"Décennie noire": Hommage à Saïd Mekbel, victime de la barbarie…
Vendredi 29 sept 2023 (S.-Y)-Le journaliste chroniqueur Saïd Mekbel, connu sous le pseudonyme Mesmmar Djeha, fondateur du journal le Matin, est abattu le 4 décembre 1994, alors qu’il venait d’écrire son dernier article.
Extrait (*) en hommage à sa mémoire.
«Il faut que je dise certaines choses aux terroristes. Tout d’abord qu’ils ne facilitent pas mon travail. Du tout , du tout. Mon travail est déjà si compliqué sans eux. Chaque jour que Dieu fait, je dois me torturer le cerveau pour écrire une chronique quotidienne, trouver un sujet plaisant, lui donner cette tournure légère et spirituelle que les lecteurs attendent de moi comme si me suffisait d’ouvrir un terroir pour la trouver…

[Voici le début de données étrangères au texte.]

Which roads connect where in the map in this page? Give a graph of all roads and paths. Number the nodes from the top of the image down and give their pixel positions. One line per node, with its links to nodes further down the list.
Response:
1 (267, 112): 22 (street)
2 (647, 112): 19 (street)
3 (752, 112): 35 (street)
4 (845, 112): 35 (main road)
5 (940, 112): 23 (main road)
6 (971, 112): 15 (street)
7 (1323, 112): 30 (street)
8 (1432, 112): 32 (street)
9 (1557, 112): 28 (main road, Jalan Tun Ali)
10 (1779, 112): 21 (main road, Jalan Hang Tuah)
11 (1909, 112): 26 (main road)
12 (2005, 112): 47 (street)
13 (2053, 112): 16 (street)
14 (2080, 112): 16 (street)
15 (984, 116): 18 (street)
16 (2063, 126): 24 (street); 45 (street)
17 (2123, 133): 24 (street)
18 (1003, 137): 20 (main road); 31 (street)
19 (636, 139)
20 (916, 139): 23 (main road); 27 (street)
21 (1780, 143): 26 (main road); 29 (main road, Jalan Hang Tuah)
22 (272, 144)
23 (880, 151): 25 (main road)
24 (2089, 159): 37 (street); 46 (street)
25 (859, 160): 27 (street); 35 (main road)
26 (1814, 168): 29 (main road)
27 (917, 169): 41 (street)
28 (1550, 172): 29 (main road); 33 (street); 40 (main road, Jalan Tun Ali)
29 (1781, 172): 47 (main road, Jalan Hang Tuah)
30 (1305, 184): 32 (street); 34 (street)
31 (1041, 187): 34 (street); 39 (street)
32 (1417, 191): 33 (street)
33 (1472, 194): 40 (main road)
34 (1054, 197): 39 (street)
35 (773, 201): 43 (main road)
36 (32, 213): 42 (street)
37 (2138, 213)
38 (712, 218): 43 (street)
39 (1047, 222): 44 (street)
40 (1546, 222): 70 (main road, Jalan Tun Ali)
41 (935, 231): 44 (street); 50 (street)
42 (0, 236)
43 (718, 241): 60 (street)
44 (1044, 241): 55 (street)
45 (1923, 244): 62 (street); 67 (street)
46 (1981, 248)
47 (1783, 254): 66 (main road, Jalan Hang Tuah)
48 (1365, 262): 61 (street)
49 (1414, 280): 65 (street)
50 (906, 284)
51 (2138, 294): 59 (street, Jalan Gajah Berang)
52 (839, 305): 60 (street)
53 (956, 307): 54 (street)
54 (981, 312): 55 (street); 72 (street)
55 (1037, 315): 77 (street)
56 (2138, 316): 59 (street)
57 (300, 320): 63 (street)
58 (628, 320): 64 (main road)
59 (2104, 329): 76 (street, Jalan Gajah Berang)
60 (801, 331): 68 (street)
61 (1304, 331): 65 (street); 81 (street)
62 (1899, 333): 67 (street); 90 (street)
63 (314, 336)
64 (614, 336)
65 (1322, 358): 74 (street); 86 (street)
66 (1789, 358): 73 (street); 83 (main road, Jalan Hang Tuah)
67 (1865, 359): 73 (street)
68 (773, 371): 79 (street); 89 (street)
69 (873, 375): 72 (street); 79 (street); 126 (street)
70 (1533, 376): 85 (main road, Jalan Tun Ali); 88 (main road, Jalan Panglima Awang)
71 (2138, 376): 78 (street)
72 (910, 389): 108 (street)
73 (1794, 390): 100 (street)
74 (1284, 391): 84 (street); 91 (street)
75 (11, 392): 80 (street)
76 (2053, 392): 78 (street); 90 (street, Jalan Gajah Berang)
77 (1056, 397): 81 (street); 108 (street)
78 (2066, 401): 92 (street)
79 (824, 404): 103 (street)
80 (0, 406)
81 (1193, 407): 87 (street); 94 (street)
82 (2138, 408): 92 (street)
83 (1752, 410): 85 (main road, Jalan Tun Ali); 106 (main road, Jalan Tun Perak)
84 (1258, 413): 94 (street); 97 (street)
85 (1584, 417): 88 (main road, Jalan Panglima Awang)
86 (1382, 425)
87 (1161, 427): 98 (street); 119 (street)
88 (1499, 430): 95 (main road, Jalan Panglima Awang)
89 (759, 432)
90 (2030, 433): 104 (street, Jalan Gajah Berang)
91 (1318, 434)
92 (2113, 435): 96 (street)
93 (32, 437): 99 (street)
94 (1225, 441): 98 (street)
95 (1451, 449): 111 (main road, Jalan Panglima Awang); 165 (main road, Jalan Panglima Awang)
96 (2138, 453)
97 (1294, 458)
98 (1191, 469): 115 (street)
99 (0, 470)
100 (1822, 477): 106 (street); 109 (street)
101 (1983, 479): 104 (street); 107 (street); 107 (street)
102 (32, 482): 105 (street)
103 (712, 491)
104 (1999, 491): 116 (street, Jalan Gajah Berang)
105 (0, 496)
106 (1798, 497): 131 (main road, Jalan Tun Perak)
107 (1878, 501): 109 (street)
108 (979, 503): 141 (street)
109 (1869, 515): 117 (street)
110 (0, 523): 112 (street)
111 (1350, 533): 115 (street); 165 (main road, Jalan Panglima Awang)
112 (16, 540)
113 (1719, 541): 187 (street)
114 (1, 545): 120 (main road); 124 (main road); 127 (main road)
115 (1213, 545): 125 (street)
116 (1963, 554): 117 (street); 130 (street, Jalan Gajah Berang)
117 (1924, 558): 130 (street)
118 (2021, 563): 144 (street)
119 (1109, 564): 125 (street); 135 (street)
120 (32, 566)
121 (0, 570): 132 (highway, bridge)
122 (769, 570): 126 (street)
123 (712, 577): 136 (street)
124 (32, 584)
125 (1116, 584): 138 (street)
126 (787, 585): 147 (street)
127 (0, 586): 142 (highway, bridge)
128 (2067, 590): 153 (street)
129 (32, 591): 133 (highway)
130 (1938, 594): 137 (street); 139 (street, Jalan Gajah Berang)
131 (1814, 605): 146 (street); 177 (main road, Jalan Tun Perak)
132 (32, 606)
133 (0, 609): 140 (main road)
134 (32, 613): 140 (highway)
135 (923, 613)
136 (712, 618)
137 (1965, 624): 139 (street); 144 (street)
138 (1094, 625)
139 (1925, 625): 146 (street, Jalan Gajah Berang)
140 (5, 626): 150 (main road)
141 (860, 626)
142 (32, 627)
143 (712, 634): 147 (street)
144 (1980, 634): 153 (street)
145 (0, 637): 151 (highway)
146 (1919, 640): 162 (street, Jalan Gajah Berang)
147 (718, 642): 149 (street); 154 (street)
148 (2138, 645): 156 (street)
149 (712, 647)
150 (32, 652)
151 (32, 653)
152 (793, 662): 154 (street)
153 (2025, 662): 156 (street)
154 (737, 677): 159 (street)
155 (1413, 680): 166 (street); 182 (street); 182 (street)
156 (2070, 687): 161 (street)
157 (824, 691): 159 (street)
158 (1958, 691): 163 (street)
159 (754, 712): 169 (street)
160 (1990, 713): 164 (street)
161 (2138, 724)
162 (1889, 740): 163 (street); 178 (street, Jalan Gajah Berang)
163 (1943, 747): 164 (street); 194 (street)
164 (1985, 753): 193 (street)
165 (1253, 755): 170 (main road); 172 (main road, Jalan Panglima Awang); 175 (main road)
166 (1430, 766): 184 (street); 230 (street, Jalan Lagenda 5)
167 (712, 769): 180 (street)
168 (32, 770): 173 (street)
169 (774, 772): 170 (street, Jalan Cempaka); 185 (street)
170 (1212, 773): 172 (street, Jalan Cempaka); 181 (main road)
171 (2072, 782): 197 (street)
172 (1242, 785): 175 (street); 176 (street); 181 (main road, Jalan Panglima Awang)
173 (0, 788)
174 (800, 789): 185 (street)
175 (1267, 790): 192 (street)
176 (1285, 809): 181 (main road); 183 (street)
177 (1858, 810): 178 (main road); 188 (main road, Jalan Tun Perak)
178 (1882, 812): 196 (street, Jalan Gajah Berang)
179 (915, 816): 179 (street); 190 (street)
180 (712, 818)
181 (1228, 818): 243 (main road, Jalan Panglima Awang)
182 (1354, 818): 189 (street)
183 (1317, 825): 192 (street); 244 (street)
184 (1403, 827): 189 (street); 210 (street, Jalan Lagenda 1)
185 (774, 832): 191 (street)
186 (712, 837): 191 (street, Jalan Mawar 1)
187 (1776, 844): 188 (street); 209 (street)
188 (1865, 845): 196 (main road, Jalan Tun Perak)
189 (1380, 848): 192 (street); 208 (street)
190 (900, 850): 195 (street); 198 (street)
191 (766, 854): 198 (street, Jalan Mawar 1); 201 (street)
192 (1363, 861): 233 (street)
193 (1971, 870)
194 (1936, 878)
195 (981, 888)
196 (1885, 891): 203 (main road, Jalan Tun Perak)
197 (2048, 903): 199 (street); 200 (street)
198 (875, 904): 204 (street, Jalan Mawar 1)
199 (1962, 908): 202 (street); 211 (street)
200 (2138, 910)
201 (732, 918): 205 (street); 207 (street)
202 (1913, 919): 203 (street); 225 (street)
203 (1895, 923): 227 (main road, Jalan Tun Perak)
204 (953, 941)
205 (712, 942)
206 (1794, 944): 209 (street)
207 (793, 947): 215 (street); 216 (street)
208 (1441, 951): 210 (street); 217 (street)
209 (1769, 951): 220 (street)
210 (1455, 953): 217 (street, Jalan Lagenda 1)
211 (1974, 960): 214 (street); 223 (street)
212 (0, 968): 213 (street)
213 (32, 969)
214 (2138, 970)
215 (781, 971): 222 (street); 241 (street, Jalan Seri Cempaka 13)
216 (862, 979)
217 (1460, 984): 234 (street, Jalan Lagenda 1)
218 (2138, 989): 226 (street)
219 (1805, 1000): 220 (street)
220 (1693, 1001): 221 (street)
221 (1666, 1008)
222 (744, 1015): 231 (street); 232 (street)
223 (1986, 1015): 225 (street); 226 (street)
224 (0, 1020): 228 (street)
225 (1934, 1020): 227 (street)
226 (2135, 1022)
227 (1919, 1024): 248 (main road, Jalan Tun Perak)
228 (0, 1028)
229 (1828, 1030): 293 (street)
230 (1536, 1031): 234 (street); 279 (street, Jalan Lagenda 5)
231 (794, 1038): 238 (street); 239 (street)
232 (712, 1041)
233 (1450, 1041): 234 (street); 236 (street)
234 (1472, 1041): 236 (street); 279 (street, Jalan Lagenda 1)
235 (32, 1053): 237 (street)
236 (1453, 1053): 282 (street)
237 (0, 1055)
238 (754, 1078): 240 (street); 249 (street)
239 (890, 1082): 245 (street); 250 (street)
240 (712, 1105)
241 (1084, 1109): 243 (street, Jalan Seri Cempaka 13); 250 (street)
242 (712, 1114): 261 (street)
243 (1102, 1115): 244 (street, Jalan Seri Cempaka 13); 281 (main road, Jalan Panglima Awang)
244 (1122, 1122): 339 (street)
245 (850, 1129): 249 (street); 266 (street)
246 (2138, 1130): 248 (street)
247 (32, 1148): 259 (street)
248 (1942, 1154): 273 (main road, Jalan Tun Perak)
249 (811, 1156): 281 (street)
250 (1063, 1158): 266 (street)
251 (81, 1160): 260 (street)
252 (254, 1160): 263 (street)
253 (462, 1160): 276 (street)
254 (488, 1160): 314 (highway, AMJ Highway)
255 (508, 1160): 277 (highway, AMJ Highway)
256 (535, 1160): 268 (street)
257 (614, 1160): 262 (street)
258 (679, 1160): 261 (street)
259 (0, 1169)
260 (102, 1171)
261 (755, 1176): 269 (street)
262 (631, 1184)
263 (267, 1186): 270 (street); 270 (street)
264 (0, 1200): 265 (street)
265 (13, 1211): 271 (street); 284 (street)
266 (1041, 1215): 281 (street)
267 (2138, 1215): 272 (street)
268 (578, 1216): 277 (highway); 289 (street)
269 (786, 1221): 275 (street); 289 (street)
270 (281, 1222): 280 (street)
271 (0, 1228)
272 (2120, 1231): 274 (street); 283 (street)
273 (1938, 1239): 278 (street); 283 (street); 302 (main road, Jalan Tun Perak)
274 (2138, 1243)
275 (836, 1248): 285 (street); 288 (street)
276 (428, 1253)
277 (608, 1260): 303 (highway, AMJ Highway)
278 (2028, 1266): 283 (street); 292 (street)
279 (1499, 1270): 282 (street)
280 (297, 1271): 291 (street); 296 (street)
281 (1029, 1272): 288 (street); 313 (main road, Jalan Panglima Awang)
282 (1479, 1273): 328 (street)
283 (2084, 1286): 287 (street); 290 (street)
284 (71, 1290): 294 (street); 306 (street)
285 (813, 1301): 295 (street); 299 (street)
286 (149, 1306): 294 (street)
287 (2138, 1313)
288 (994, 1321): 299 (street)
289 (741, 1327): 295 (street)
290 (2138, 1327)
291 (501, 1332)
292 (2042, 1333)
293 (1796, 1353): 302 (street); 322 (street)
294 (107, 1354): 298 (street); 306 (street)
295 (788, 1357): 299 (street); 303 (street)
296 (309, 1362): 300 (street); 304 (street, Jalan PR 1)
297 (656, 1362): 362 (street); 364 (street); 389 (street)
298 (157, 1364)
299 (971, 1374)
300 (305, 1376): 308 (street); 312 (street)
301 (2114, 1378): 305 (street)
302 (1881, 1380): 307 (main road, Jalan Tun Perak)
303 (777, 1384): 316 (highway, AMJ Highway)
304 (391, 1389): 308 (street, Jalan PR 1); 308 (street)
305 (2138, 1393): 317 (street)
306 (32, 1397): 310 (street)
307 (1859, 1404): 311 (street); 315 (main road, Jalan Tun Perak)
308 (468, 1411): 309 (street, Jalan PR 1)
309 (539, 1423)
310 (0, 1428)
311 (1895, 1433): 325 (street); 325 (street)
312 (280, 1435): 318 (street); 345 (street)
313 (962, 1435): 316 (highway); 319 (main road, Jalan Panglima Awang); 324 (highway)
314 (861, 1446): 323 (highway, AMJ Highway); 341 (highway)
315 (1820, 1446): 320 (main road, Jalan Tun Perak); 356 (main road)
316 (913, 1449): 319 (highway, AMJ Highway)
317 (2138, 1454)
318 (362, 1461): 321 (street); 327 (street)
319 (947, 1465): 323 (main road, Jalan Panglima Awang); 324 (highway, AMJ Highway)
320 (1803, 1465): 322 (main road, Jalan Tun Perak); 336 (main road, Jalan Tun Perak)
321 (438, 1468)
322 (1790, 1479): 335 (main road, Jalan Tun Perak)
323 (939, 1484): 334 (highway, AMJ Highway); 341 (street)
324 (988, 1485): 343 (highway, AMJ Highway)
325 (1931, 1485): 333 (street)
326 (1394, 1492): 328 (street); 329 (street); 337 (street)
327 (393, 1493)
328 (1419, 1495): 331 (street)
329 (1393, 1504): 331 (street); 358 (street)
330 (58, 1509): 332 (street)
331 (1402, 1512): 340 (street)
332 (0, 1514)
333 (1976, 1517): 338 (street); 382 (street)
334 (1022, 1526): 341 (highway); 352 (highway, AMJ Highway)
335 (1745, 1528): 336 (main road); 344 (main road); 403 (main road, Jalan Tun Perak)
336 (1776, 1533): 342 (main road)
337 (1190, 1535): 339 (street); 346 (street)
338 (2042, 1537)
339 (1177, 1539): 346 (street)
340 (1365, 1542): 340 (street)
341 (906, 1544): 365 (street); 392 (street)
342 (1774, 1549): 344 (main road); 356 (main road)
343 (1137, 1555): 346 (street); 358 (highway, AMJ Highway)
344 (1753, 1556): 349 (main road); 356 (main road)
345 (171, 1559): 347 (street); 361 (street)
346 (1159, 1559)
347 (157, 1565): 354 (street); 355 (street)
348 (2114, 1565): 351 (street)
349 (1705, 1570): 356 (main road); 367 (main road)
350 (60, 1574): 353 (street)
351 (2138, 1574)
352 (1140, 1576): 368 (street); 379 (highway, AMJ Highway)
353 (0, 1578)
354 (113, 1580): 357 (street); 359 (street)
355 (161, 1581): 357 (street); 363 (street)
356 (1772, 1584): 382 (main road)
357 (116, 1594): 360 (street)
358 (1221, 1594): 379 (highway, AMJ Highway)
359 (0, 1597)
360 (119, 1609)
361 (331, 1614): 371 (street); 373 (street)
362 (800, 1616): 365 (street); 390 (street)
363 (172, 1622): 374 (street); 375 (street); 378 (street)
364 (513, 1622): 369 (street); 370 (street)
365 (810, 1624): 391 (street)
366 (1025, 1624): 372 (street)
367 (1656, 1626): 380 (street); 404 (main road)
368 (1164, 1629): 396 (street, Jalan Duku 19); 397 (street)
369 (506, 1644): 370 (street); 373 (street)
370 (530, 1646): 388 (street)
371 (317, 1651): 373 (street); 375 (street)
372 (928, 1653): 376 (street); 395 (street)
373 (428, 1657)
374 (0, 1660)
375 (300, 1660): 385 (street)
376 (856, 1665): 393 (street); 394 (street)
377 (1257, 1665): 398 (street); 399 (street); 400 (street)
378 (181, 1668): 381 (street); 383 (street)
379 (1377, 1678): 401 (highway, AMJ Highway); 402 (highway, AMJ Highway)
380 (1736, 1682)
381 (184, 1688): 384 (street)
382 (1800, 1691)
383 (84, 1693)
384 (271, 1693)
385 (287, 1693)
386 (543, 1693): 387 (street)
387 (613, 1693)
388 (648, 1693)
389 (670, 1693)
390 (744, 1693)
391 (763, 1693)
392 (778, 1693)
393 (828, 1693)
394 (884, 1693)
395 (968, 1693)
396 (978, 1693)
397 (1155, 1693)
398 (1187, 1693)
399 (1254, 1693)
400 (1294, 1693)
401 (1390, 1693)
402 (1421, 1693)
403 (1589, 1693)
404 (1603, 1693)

Bref, je vis un calvaire quotidien si pénible que je me demande comment les terroristes peuvent l’ignorer. N’ont-ils donc pas d’humoristes dans leurs rangs qui puissent comprendre les souffrances d’un confrère ?
Les ruses de Sioux…
Tenez, par exemple, ceci : en deux occasions on a tiré sur moi plusieurs coups de feu. A cette allure, ils vont finir par me tuer, n’est-ce pas ?Et cela il faut que je le fasse savoir aux terroristes, leur dire que leur petit jeu est mortel. Peut-être ignorent-ils que les balles de leurs revolvers peuvent faire du mal et tuer?
Et cette autre chose encore : quand il faut jouer des ruses de Sioux pour déjouer la surveillance des indicateurs des terroristes qui espionnent mes habitudes pour leur compte. Quand, par exemple, brouiller les pistes, je marchais à reculons vers la maison pour faire croire que j’en sors, ou inversement pour faire croire que je rentre.
Je ne sais pas si ma ruse réussit à tromper l’ennemi, mais je sais en revanche que mon comportement bizarre a attiré l’attention des voisins , qui ont conseillé à ma femme de me faire examiner par un psychiatre. Il faut que je vous dise que, souvent, à ces petits jeux de Sioux, je perds vraiment la boussole, ne sachant plus par moment si je suis entrain de rentrer à la maison en faisant croire que je sors ou si je pratique la tactique inverse.
Je suis devenu méconnaissable…
Et il y a cette chose que je voudrais que les terroristes sachent. Sur les conseils d’amis soucieux de ma sécurité, j’ai modifié mon apparence physique en y changeant quelques détails. Je me suis rasé les moustaches, coupé très court les cheveux, j’ai remplacé mes lunettes par des verres de contacts.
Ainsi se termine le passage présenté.